TASK STATEMENT:
Print all of the data below exactly as it appears, leaving out every image.

MATERIAL PROVIDED Start Marker

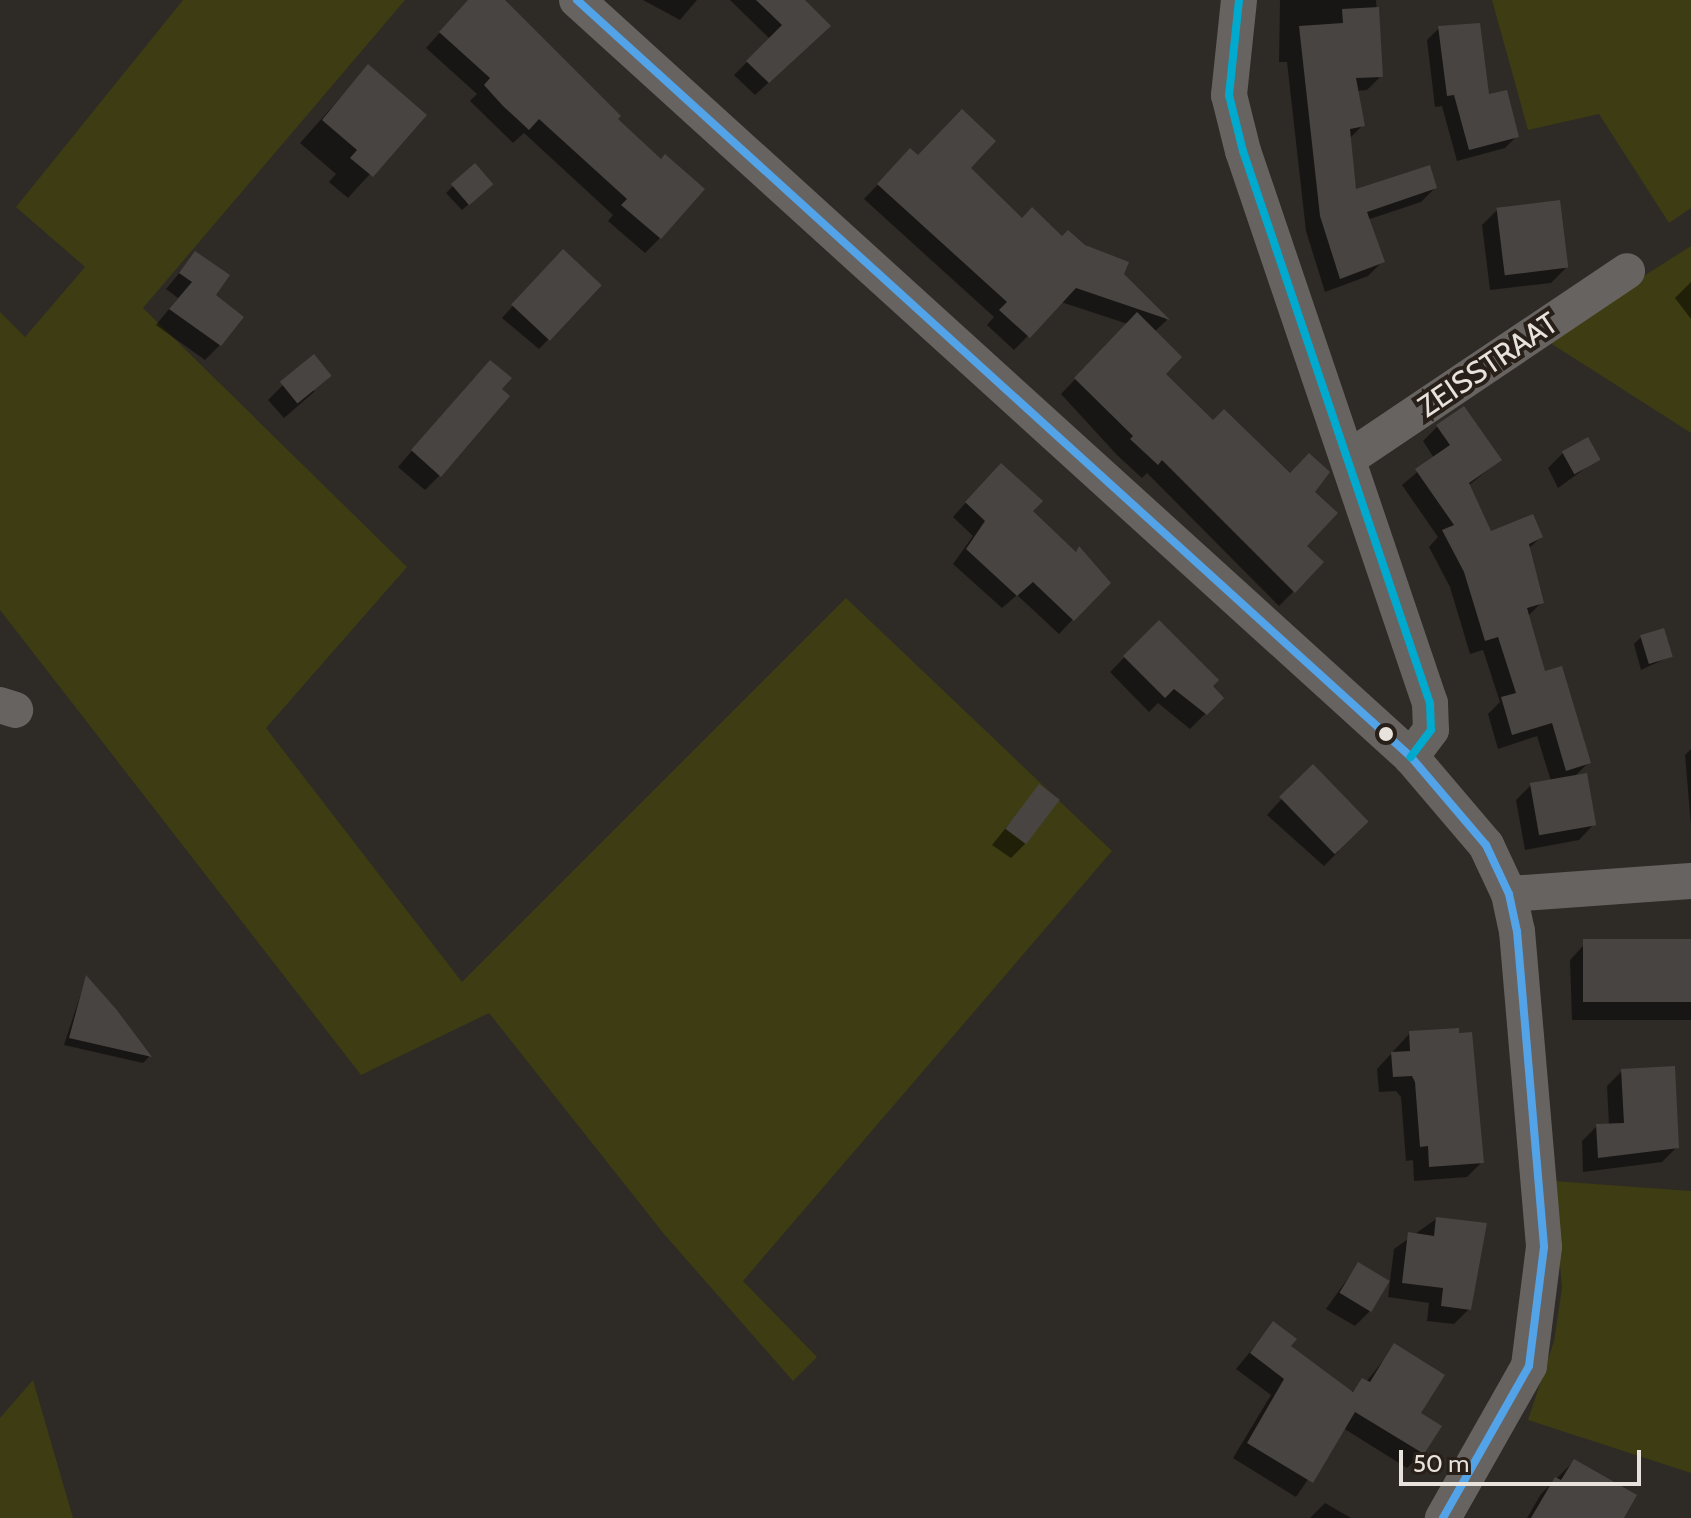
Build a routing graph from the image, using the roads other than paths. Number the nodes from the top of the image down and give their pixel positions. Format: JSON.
{"nodes":[{"id":1,"x":577,"y":0,"type":"edge"},
{"id":2,"x":1239,"y":0,"type":"edge"},
{"id":3,"x":1627,"y":271,"type":"dead end"},
{"id":4,"x":1349,"y":458,"type":"junction"},
{"id":5,"x":1411,"y":757,"type":"junction"},
{"id":6,"x":1691,"y":881,"type":"edge"},
{"id":7,"x":1509,"y":894,"type":"junction"},
{"id":8,"x":1443,"y":1518,"type":"edge"}],
"edges":[{"from":1,"to":5,"type":"street"},
{"from":2,"to":4,"type":"street"},
{"from":3,"to":4,"type":"street","name":"ZEISSTRAAT"},
{"from":4,"to":5,"type":"street"},
{"from":5,"to":7,"type":"street"},
{"from":6,"to":7,"type":"street"},
{"from":7,"to":8,"type":"street"}]}
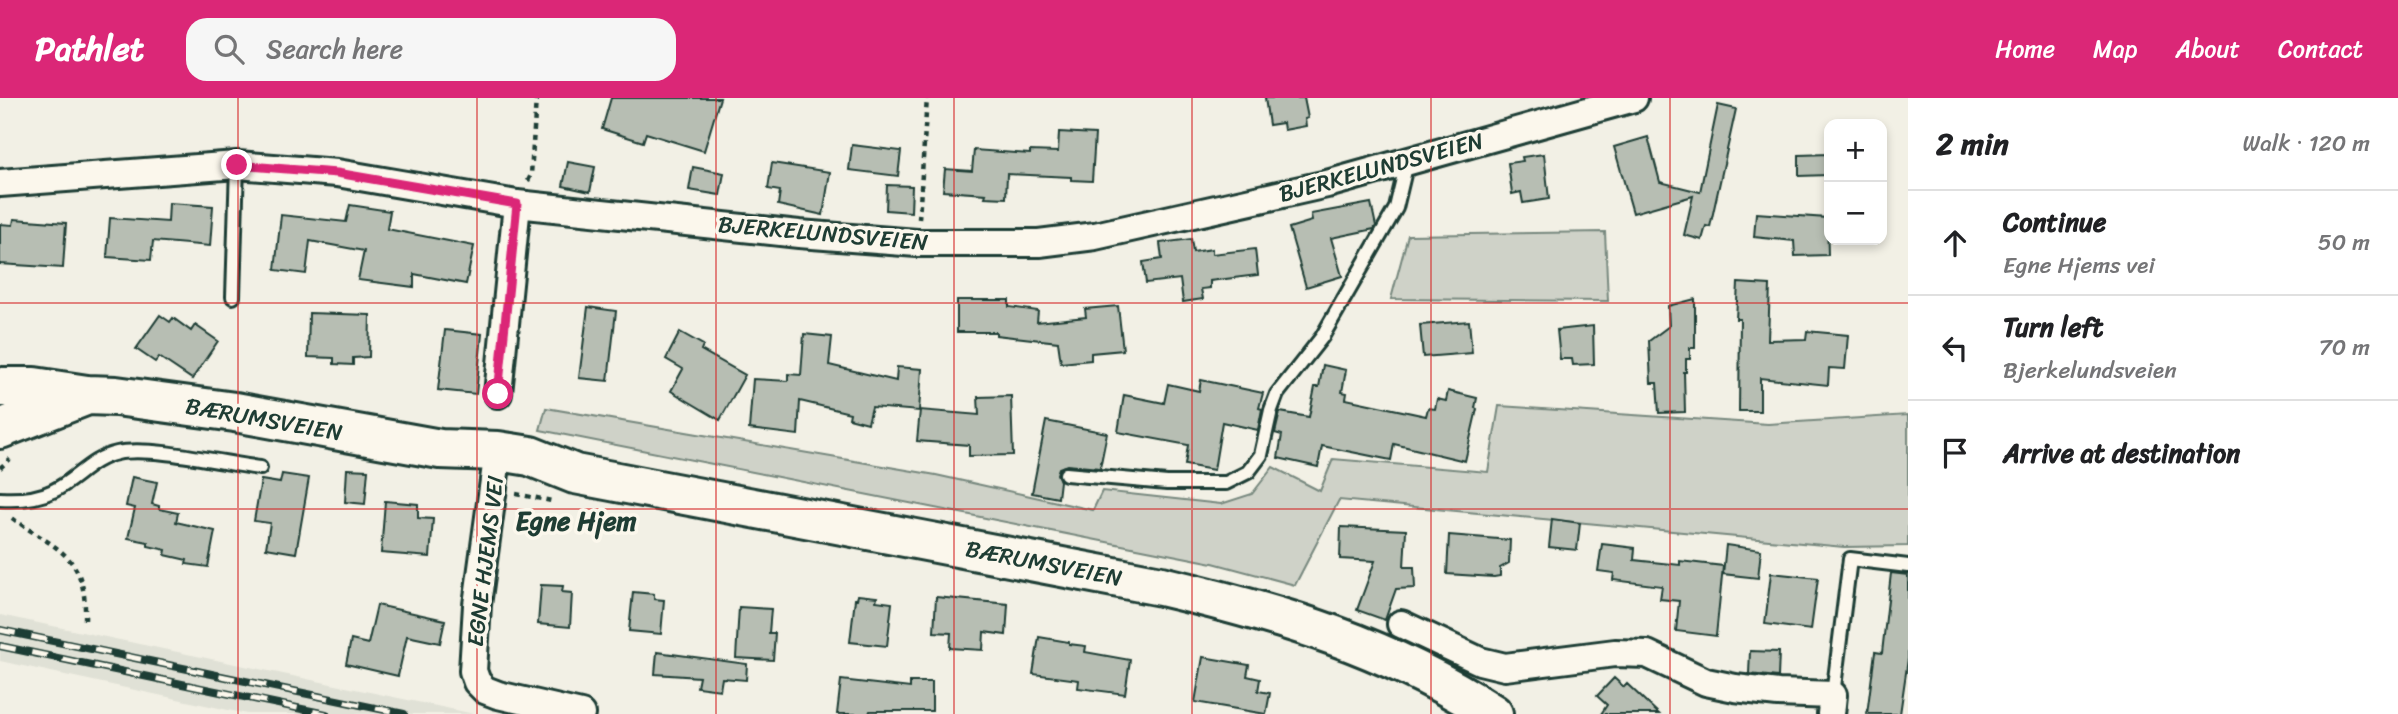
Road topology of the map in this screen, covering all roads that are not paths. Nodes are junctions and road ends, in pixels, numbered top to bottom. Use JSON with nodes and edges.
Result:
{"nodes":[{"id":1,"x":1633,"y":98,"type":"edge"},
{"id":2,"x":1407,"y":162,"type":"junction"},
{"id":3,"x":237,"y":165,"type":"junction"},
{"id":4,"x":0,"y":183,"type":"edge"},
{"id":5,"x":517,"y":204,"type":"junction"},
{"id":6,"x":233,"y":297,"type":"dead end"},
{"id":7,"x":0,"y":387,"type":"edge"},
{"id":8,"x":498,"y":394,"type":"dead end"},
{"id":9,"x":87,"y":395,"type":"junction"},
{"id":10,"x":0,"y":429,"type":"edge"},
{"id":11,"x":497,"y":460,"type":"junction"},
{"id":12,"x":260,"y":468,"type":"dead end"},
{"id":13,"x":1066,"y":474,"type":"dead end"},
{"id":14,"x":0,"y":499,"type":"edge"},
{"id":15,"x":1908,"y":566,"type":"edge"},
{"id":16,"x":1401,"y":624,"type":"dead end"},
{"id":17,"x":1832,"y":704,"type":"edge"},
{"id":18,"x":581,"y":714,"type":"edge"},
{"id":19,"x":1493,"y":714,"type":"edge"}],
"edges":[{"from":1,"to":2,"type":"street","name":"BJERKELUNDSVEIEN"},
{"from":2,"to":5,"type":"street","name":"BJERKELUNDSVEIEN"},
{"from":2,"to":13,"type":"lane"},
{"from":3,"to":4,"type":"street","name":"BJERKELUNDSVEIEN"},
{"from":3,"to":5,"type":"street","name":"BJERKELUNDSVEIEN"},
{"from":3,"to":6,"type":"lane"},
{"from":5,"to":8,"type":"street"},
{"from":7,"to":9,"type":"main road","name":"BÆRUMSVEIEN"},
{"from":9,"to":10,"type":"main road","name":"BÆRUMSVEIEN"},
{"from":9,"to":11,"type":"main road","name":"BÆRUMSVEIEN"},
{"from":11,"to":18,"type":"street","name":"EGNE HJEMS VEI"},
{"from":11,"to":19,"type":"main road","name":"BÆRUMSVEIEN"},
{"from":12,"to":14,"type":"lane"},
{"from":15,"to":17,"type":"lane"},
{"from":16,"to":17,"type":"street"}]}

MATERIAL PROVIDED End Marker

TASK RESPONSE:
Build a routing graph from the image, using the roads other than paths. Number the nodes from the top of the image down and give their pixel positions. Format: JSON.
{"nodes":[{"id":1,"x":577,"y":0,"type":"edge"},
{"id":2,"x":1239,"y":0,"type":"edge"},
{"id":3,"x":1627,"y":271,"type":"dead end"},
{"id":4,"x":1349,"y":458,"type":"junction"},
{"id":5,"x":1411,"y":757,"type":"junction"},
{"id":6,"x":1691,"y":881,"type":"edge"},
{"id":7,"x":1509,"y":894,"type":"junction"},
{"id":8,"x":1443,"y":1518,"type":"edge"}],
"edges":[{"from":1,"to":5,"type":"street"},
{"from":2,"to":4,"type":"street"},
{"from":3,"to":4,"type":"street","name":"ZEISSTRAAT"},
{"from":4,"to":5,"type":"street"},
{"from":5,"to":7,"type":"street"},
{"from":6,"to":7,"type":"street"},
{"from":7,"to":8,"type":"street"}]}
Road topology of the map in this screen, covering all roads that are not paths. Nodes are junctions and road ends, in pixels, numbered top to bottom. Use JSON with nodes and edges.
Result:
{"nodes":[{"id":1,"x":1633,"y":98,"type":"edge"},
{"id":2,"x":1407,"y":162,"type":"junction"},
{"id":3,"x":237,"y":165,"type":"junction"},
{"id":4,"x":0,"y":183,"type":"edge"},
{"id":5,"x":517,"y":204,"type":"junction"},
{"id":6,"x":233,"y":297,"type":"dead end"},
{"id":7,"x":0,"y":387,"type":"edge"},
{"id":8,"x":498,"y":394,"type":"dead end"},
{"id":9,"x":87,"y":395,"type":"junction"},
{"id":10,"x":0,"y":429,"type":"edge"},
{"id":11,"x":497,"y":460,"type":"junction"},
{"id":12,"x":260,"y":468,"type":"dead end"},
{"id":13,"x":1066,"y":474,"type":"dead end"},
{"id":14,"x":0,"y":499,"type":"edge"},
{"id":15,"x":1908,"y":566,"type":"edge"},
{"id":16,"x":1401,"y":624,"type":"dead end"},
{"id":17,"x":1832,"y":704,"type":"edge"},
{"id":18,"x":581,"y":714,"type":"edge"},
{"id":19,"x":1493,"y":714,"type":"edge"}],
"edges":[{"from":1,"to":2,"type":"street","name":"BJERKELUNDSVEIEN"},
{"from":2,"to":5,"type":"street","name":"BJERKELUNDSVEIEN"},
{"from":2,"to":13,"type":"lane"},
{"from":3,"to":4,"type":"street","name":"BJERKELUNDSVEIEN"},
{"from":3,"to":5,"type":"street","name":"BJERKELUNDSVEIEN"},
{"from":3,"to":6,"type":"lane"},
{"from":5,"to":8,"type":"street"},
{"from":7,"to":9,"type":"main road","name":"BÆRUMSVEIEN"},
{"from":9,"to":10,"type":"main road","name":"BÆRUMSVEIEN"},
{"from":9,"to":11,"type":"main road","name":"BÆRUMSVEIEN"},
{"from":11,"to":18,"type":"street","name":"EGNE HJEMS VEI"},
{"from":11,"to":19,"type":"main road","name":"BÆRUMSVEIEN"},
{"from":12,"to":14,"type":"lane"},
{"from":15,"to":17,"type":"lane"},
{"from":16,"to":17,"type":"street"}]}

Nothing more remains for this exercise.